Dataset excerpts: Begin

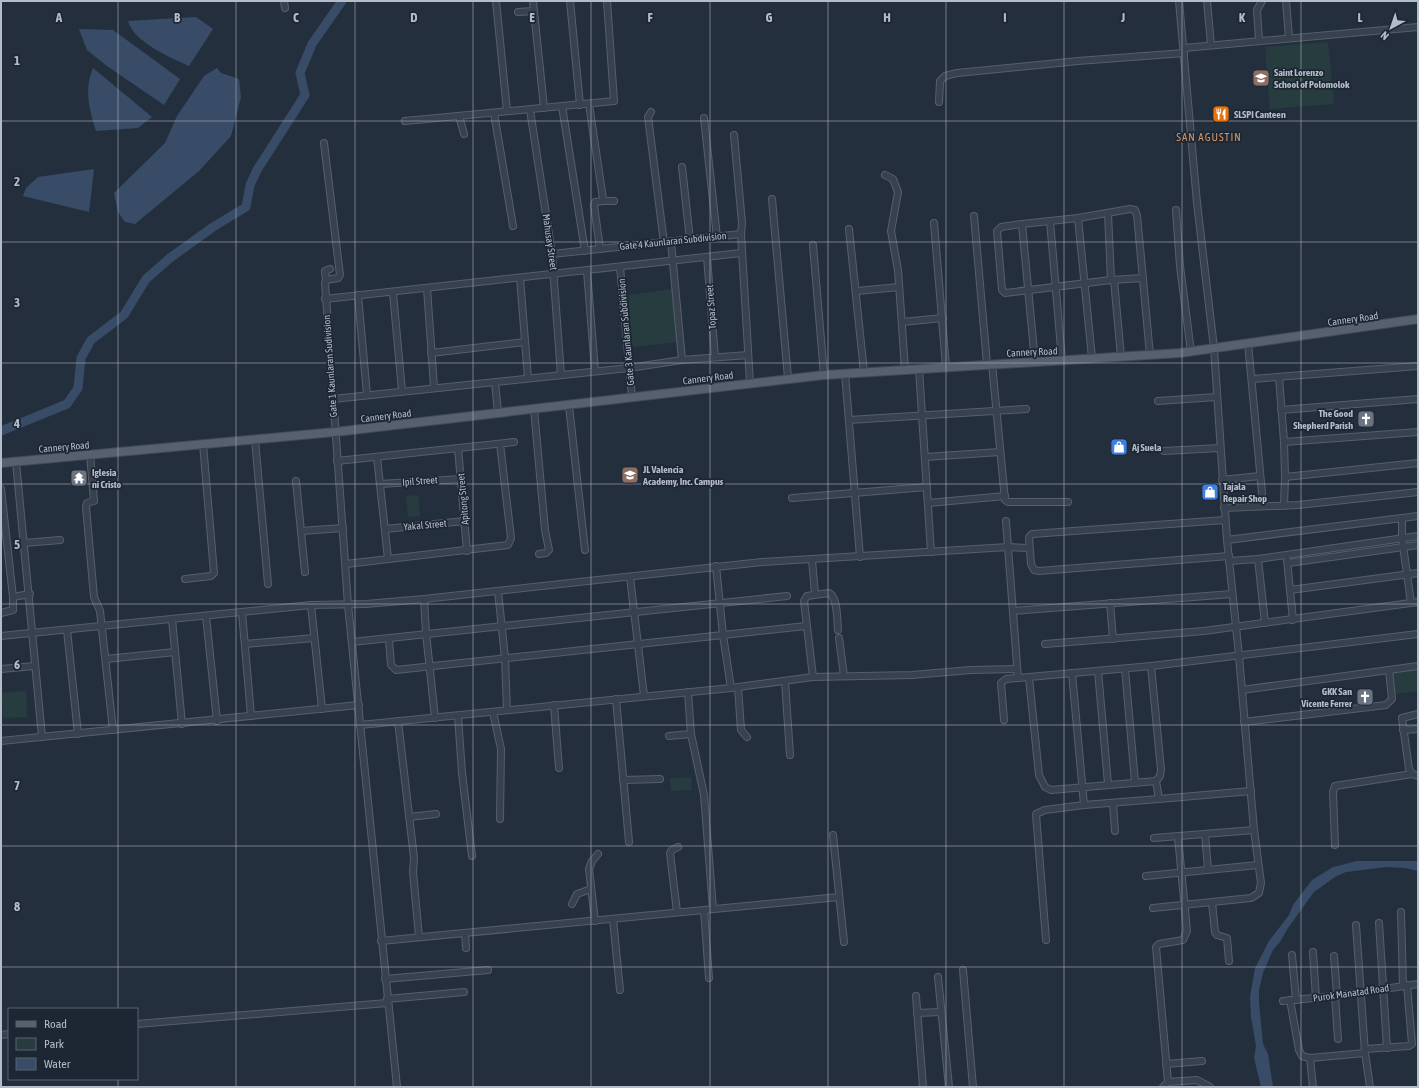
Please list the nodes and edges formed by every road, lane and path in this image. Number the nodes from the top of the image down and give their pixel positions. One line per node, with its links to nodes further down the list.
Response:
1 (284, 1): 10 (street)
2 (496, 1): 24 (street)
3 (532, 1): 11 (street)
4 (570, 1): 20 (street)
5 (607, 1): 19 (street)
6 (1179, 1): 17 (street)
7 (1207, 1): 16 (street)
8 (1262, 1): 15 (street)
9 (1285, 2): 14 (street)
10 (285, 8)
11 (534, 11): 12 (street); 22 (street)
12 (518, 12)
13 (1418, 27): 14 (street)
14 (1289, 38): 15 (street)
15 (1259, 40): 16 (street)
16 (1211, 45): 17 (street)
17 (1184, 51): 18 (street); 81 (street)
18 (939, 102)
19 (589, 104): 20 (street); 37 (street)
20 (580, 105): 21 (street)
21 (562, 106): 22 (street); 54 (street)
22 (544, 108): 23 (street)
23 (530, 110): 24 (street); 56 (street, Mahusay Street)
24 (507, 111): 26 (street)
25 (651, 112): 51 (street)
26 (494, 113): 27 (street); 45 (street)
27 (460, 116): 29 (street); 30 (street)
28 (704, 118): 48 (street)
29 (405, 121)
30 (464, 134)
31 (734, 135): 47 (street)
32 (324, 143): 65 (street)
33 (682, 167): 49 (street)
34 (885, 176): 68 (street)
35 (772, 199): 105 (street)
36 (614, 201): 37 (street)
37 (603, 202): 53 (street)
38 (1176, 210): 82 (street)
39 (1108, 214): 41 (street); 64 (street); 66 (street)
40 (974, 216): 92 (street)
41 (1078, 218): 42 (street); 67 (street)
42 (1050, 221): 44 (street); 69 (street)
43 (934, 223): 76 (street)
44 (1022, 224): 71 (street); 71 (street)
45 (512, 226)
46 (849, 228): 72 (street)
47 (740, 234): 48 (street, Gate 4 Kaunlaran Subdivision); 55 (street, Gate 4 Kaunlaran Subdivision)
48 (717, 237): 49 (street, Gate 4 Kaunlaran Subdivision)
49 (690, 240): 50 (street, Gate 4 Kaunlaran Subdivision)
50 (671, 242): 51 (street, Gate 4 Kaunlaran Subdivision); 58 (street)
51 (664, 243): 53 (street, Gate 4 Kaunlaran Subdivision)
52 (813, 245): 102 (street)
53 (600, 249): 54 (street, Gate 4 Kaunlaran Subdivision)
54 (585, 251): 56 (street, Gate 4 Kaunlaran Subdivision)
55 (742, 253): 57 (street); 84 (street, Gate 4 Kaunlaran Subdivision)
56 (552, 254): 62 (street, Mahusay Street)
57 (707, 257): 58 (street); 86 (street, Topaz Street)
58 (673, 261): 59 (street); 89 (street)
59 (620, 267): 61 (street); 95 (street, Gate 3 Kaunlaran Subdivision)
60 (330, 269): 65 (street, Gate 1 Kaunlaran Sudivision)
61 (587, 271): 62 (street); 98 (street)
62 (554, 274): 63 (street); 101 (street, Mahusay Street)
63 (520, 278): 70 (street); 79 (street)
64 (1143, 278): 66 (street); 85 (street)
65 (326, 280): 75 (street, Gate 1 Kaunlaran Sudivision)
66 (1113, 280): 67 (street); 87 (street)
67 (1084, 283): 69 (street); 88 (street)
68 (899, 287): 72 (street); 78 (street)
69 (1056, 287): 71 (street); 90 (street)
70 (427, 288): 73 (street); 83 (street)
71 (1028, 289): 91 (street)
72 (857, 291): 99 (street)
73 (392, 293): 74 (street); 110 (street)
74 (358, 296): 75 (street); 111 (street)
75 (325, 299): 114 (street, Gate 1 Kaunlaran Sudivision)
76 (943, 318): 78 (street); 94 (street)
77 (1418, 319): 80 (main road, Cannery Road)
78 (902, 322): 96 (street)
79 (525, 342): 83 (street); 104 (street)
80 (1248, 344): 81 (main road, Cannery Road); 106 (street)
81 (1214, 348): 82 (main road, Cannery Road); 113 (street)
82 (1191, 352): 85 (main road, Cannery Road)
83 (431, 353): 109 (street)
84 (748, 355): 86 (street); 108 (street, Gate 4 Kaunlaran Subdivision)
85 (1150, 355): 87 (main road, Cannery Road)
86 (715, 357): 89 (street)
87 (1121, 357): 88 (main road, Cannery Road)
88 (1092, 358): 90 (main road, Cannery Road)
89 (682, 360): 95 (street)
90 (1062, 360): 91 (main road, Cannery Road)
91 (1034, 362): 92 (main road, Cannery Road)
92 (990, 364): 94 (main road, Cannery Road); 121 (street)
93 (1418, 366): 103 (street)
94 (946, 367): 97 (main road, Cannery Road)
95 (628, 368): 98 (street); 112 (street, Gate 3 Kaunlaran Subdivision)
96 (905, 369): 97 (main road, Cannery Road); 99 (main road, Cannery Road)
97 (919, 369): 123 (street)
98 (595, 371): 101 (street)
99 (864, 372): 100 (main road, Cannery Road)
100 (845, 373): 102 (main road, Cannery Road); 124 (street)
101 (561, 374): 104 (street)
102 (824, 375): 105 (main road, Cannery Road)
103 (1279, 377): 106 (street); 120 (street)
104 (528, 378): 107 (street)
105 (788, 378): 108 (main road, Cannery Road)
106 (1252, 379): 143 (street)
107 (495, 382): 109 (street); 122 (street)
108 (750, 383): 112 (main road, Cannery Road)
109 (434, 387): 110 (street)
110 (402, 391): 111 (street)
111 (367, 395): 114 (street)
112 (632, 397): 117 (main road, Cannery Road)
113 (1216, 397): 116 (street); 133 (street)
114 (333, 399): 125 (street, Gate 1 Kaunlaran Sudivision)
115 (1418, 399): 120 (street)
116 (1158, 401)
117 (569, 406): 118 (main road, Cannery Road); 177 (street)
118 (534, 409): 122 (main road, Cannery Road); 180 (street)
119 (1026, 409): 121 (street)
120 (1281, 410): 129 (street)
121 (998, 412): 123 (street); 135 (street)
122 (498, 413): 125 (main road, Cannery Road)
123 (922, 416): 124 (street); 138 (street)
124 (849, 420): 151 (street)
125 (335, 432): 127 (main road, Cannery Road); 140 (street, Gate 1 Kaunlaran Sudivision)
126 (1418, 432): 129 (street)
127 (255, 440): 130 (main road, Cannery Road); 195 (street)
128 (514, 442): 131 (street)
129 (1284, 442): 144 (street)
130 (203, 444): 136 (main road, Cannery Road); 194 (street)
131 (500, 444): 132 (street); 178 (street)
132 (458, 448): 137 (street); 145 (street, Apitong Street)
133 (1220, 448): 134 (street); 146 (street)
134 (1164, 451)
135 (1000, 452): 138 (street); 154 (street)
136 (90, 455): 139 (main road, Cannery Road); 218 (street)
137 (377, 457): 140 (street); 148 (street)
138 (925, 458): 149 (street)
139 (16, 462): 141 (main road, Cannery Road); 172 (street)
140 (337, 462): 165 (street, Gate 1 Kaunlaran Sudivision)
141 (1, 463)
142 (1418, 463): 144 (street)
143 (1260, 476): 146 (street); 153 (street)
144 (1285, 477): 158 (street)
145 (461, 479): 148 (street, Ipil Street); 163 (street, Apitong Street)
146 (1222, 480): 159 (street)
147 (296, 481): 167 (street)
148 (380, 484): 166 (street)
149 (927, 487): 151 (street); 157 (street)
150 (1, 489): 202 (street)
151 (855, 492): 155 (street); 182 (street)
152 (1418, 492): 158 (street)
153 (1262, 493)
154 (1005, 496): 156 (street); 157 (street)
155 (792, 498)
156 (1068, 502)
157 (928, 503): 179 (street)
158 (1284, 506): 159 (street)
159 (1224, 508): 162 (street)
160 (1418, 516): 161 (street)
161 (1402, 518): 169 (street); 171 (street)
162 (1225, 520): 171 (street); 176 (street)
163 (465, 521): 166 (street, Yakal Street); 178 (street, Apitong Street)
164 (1006, 522): 175 (street)
165 (343, 528): 167 (street); 188 (street, Gate 1 Kaunlaran Sudivision)
166 (385, 529): 184 (street)
167 (301, 531): 190 (street)
168 (1418, 536): 169 (street)
169 (1402, 538): 174 (street); 181 (street)
170 (60, 540): 172 (street)
171 (1227, 540): 183 (street)
172 (24, 543): 198 (street)
173 (1418, 545): 174 (street)
174 (1403, 546): 187 (street); 192 (street)
175 (1008, 547): 176 (street); 179 (street); 210 (street)
176 (1030, 548): 183 (street)
177 (585, 550)
178 (467, 551): 184 (street)
179 (931, 552): 182 (street)
180 (539, 554)
181 (1286, 554): 185 (street); 187 (street)
182 (860, 557): 186 (street)
183 (1229, 558): 185 (street); 200 (street)
184 (388, 559): 188 (street)
185 (1258, 559): 217 (street)
186 (812, 560): 189 (street); 199 (street)
187 (1288, 563): 196 (street)
188 (346, 564): 209 (street, Gate 1 Kaunlaran Sudivision)
189 (716, 566): 193 (street); 205 (street)
190 (305, 572)
191 (1418, 573): 192 (street)
192 (1406, 574): 196 (street); 207 (street)
193 (630, 577): 197 (street); 212 (street)
194 (185, 579)
195 (268, 584)
196 (1290, 590): 216 (street)
197 (498, 591): 203 (street); 219 (street)
198 (30, 594): 202 (street); 224 (street)
199 (815, 594): 220 (street); 223 (street)
200 (1232, 594): 206 (street); 221 (street)
201 (787, 596): 205 (street)
202 (13, 597): 213 (street)
203 (424, 599): 209 (street); 225 (street)
204 (1418, 602): 207 (street)
205 (721, 603): 212 (street); 227 (street)
206 (1110, 603): 210 (street); 232 (street)
207 (1411, 603): 216 (street)
208 (310, 605): 209 (street); 211 (street); 229 (street)
209 (348, 605): 233 (street, Gate 1 Kaunlaran Sudivision)
210 (1013, 611): 245 (street)
211 (242, 612): 214 (street); 234 (street)
212 (634, 612): 219 (street); 235 (street)
213 (1, 613)
214 (206, 616): 215 (street); 272 (street)
215 (172, 619): 218 (street); 237 (street)
216 (1293, 620): 217 (street)
217 (1265, 623): 221 (street)
218 (102, 626): 222 (street); 240 (street)
219 (501, 626): 225 (street); 239 (street)
220 (806, 626): 227 (street); 252 (street)
221 (1236, 626): 232 (street); 238 (street)
222 (67, 630): 224 (street); 280 (street)
223 (838, 630)
224 (32, 633): 228 (street); 241 (street)
225 (426, 633): 231 (street); 242 (street)
226 (1418, 634): 238 (street)
227 (723, 635): 235 (street); 257 (street)
228 (1, 636)
229 (314, 638): 234 (street); 264 (street)
230 (839, 638): 251 (street)
231 (389, 639): 233 (street); 242 (street)
232 (1113, 639): 236 (street)
233 (352, 642): 262 (street, Gate 1 Kaunlaran Sudivision)
234 (245, 644): 268 (street)
235 (637, 644): 239 (street); 260 (street)
236 (1045, 644)
237 (176, 652): 240 (street); 275 (street)
238 (1239, 656): 243 (street); 258 (street)
239 (505, 658): 242 (street); 265 (street)
240 (106, 659): 278 (street)
241 (35, 666): 246 (street); 283 (street)
242 (429, 666): 270 (street)
243 (1151, 666): 247 (street); 291 (street)
244 (1418, 666): 248 (street)
245 (1017, 668): 251 (street); 253 (street)
246 (1, 669)
247 (1125, 669): 249 (street); 292 (street)
248 (1389, 670): 258 (street); 274 (street)
249 (1098, 672): 250 (street); 293 (street)
250 (1072, 674): 254 (street); 294 (street)
251 (844, 676): 252 (street)
252 (813, 677): 255 (street)
253 (1018, 678): 254 (street); 271 (street)
254 (1029, 678): 294 (street)
255 (784, 681): 256 (street); 286 (street)
256 (738, 687): 257 (street); 284 (street)
257 (730, 688): 259 (street)
258 (1242, 690): 274 (street)
259 (688, 692): 260 (street); 281 (street)
260 (644, 696): 261 (street)
261 (616, 699): 263 (street); 290 (street)
262 (358, 705): 264 (street); 276 (street, Gate 1 Kaunlaran Sudivision)
263 (554, 705): 265 (street); 287 (street)
264 (322, 709): 268 (street)
265 (507, 710): 266 (street)
266 (493, 712): 269 (street); 301 (street)
267 (1418, 714): 279 (street)
268 (251, 716): 272 (street)
269 (458, 716): 270 (street); 312 (street)
270 (436, 718): 273 (street)
271 (1004, 720)
272 (217, 721): 275 (street)
273 (398, 721): 276 (street); 300 (street)
274 (1244, 722): 295 (street)
275 (182, 724): 278 (street)
276 (360, 725): 334 (street, Gate 1 Kaunlaran Sudivision)
277 (1418, 729): 279 (street)
278 (113, 730): 280 (street)
279 (1403, 730): 288 (street)
280 (78, 734): 283 (street)
281 (691, 734): 282 (street); 323 (street)
282 (669, 736)
283 (42, 737): 285 (street)
284 (747, 737)
285 (1, 741)
286 (790, 754)
287 (559, 768)
288 (1415, 775): 309 (street)
289 (660, 779): 290 (street)
290 (623, 780): 308 (street)
291 (1156, 781): 292 (street); 296 (street)
292 (1134, 782): 293 (street)
293 (1108, 784): 294 (street)
294 (1083, 787): 298 (street)
295 (1250, 791): 296 (street); 302 (street)
296 (1159, 799): 297 (street)
297 (1113, 803): 298 (street); 303 (street)
298 (1084, 805): 333 (street)
299 (436, 814): 300 (street)
300 (409, 817): 332 (street)
301 (500, 819)
302 (1254, 830): 304 (street); 313 (street)
303 (1116, 831)
304 (1205, 834): 306 (street); 314 (street)
305 (833, 835): 318 (street)
306 (1178, 837): 307 (street); 315 (street)
307 (1154, 838)
308 (629, 842)
309 (1335, 845)
310 (678, 847): 325 (street)
311 (598, 854): 317 (street)
312 (472, 856)
313 (1258, 865): 314 (street); 319 (street)
314 (1208, 869): 315 (street)
315 (1181, 872): 316 (street); 321 (street)
316 (1146, 876)
317 (591, 889): 320 (street); 328 (street)
318 (839, 897): 323 (street); 335 (street)
319 (1212, 902): 321 (street); 340 (street)
320 (572, 904)
321 (1184, 905): 322 (street); 365 (street)
322 (1153, 908)
323 (713, 909): 324 (street)
324 (704, 910): 325 (street); 344 (street)
325 (677, 912): 327 (street)
326 (1401, 912): 347 (street)
327 (612, 919): 328 (street); 349 (street)
328 (596, 921): 331 (street)
329 (1379, 923): 348 (street)
330 (1356, 925): 351 (street)
331 (465, 933): 332 (street); 336 (street)
332 (419, 937): 334 (street)
333 (1046, 940)
334 (381, 942): 345 (street, Gate 1 Kaunlaran Sudivision)
335 (844, 942)
336 (466, 948)
337 (1313, 952): 354 (street)
338 (1292, 955): 355 (street)
339 (1334, 956): 353 (street)
340 (1229, 961)
341 (488, 970): 345 (street)
342 (963, 970): 370 (street)
343 (938, 977): 357 (street)
344 (709, 978)
345 (385, 979): 356 (street, Gate 1 Kaunlaran Sudivision)
346 (1418, 984): 347 (street, Purok Manatad Road)
347 (1405, 985): 348 (street, Purok Manatad Road); 361 (street)
348 (1383, 988): 351 (street, Purok Manatad Road); 361 (street)
349 (620, 990)
350 (464, 992): 356 (street)
351 (1361, 992): 353 (street, Purok Manatad Road); 362 (street)
352 (916, 996): 358 (street)
353 (1336, 996): 354 (street, Purok Manatad Road); 360 (street)
354 (1316, 998): 355 (street, Purok Manatad Road)
355 (1290, 1000): 363 (street)
356 (387, 1001): 359 (street); 367 (street, Gate 1 Kaunlaran Sudivision)
357 (941, 1012): 358 (street); 369 (street)
358 (918, 1014): 368 (street)
359 (138, 1024)
360 (1338, 1039)
361 (1387, 1048): 362 (street)
362 (1365, 1051): 363 (street); 373 (street)
363 (1310, 1058): 372 (street)
364 (1202, 1061): 365 (street)
365 (1166, 1064): 366 (street)
366 (1165, 1084): 371 (street)
367 (397, 1087)
368 (923, 1087)
369 (949, 1087)
370 (973, 1087)
371 (1210, 1087)
372 (1313, 1087)
373 (1370, 1087)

Dataset excerpts: End

### What needs to be done:
Count, in the records above, the lines that contain "Purok", and write only the resulting number.

### Result of the task:
6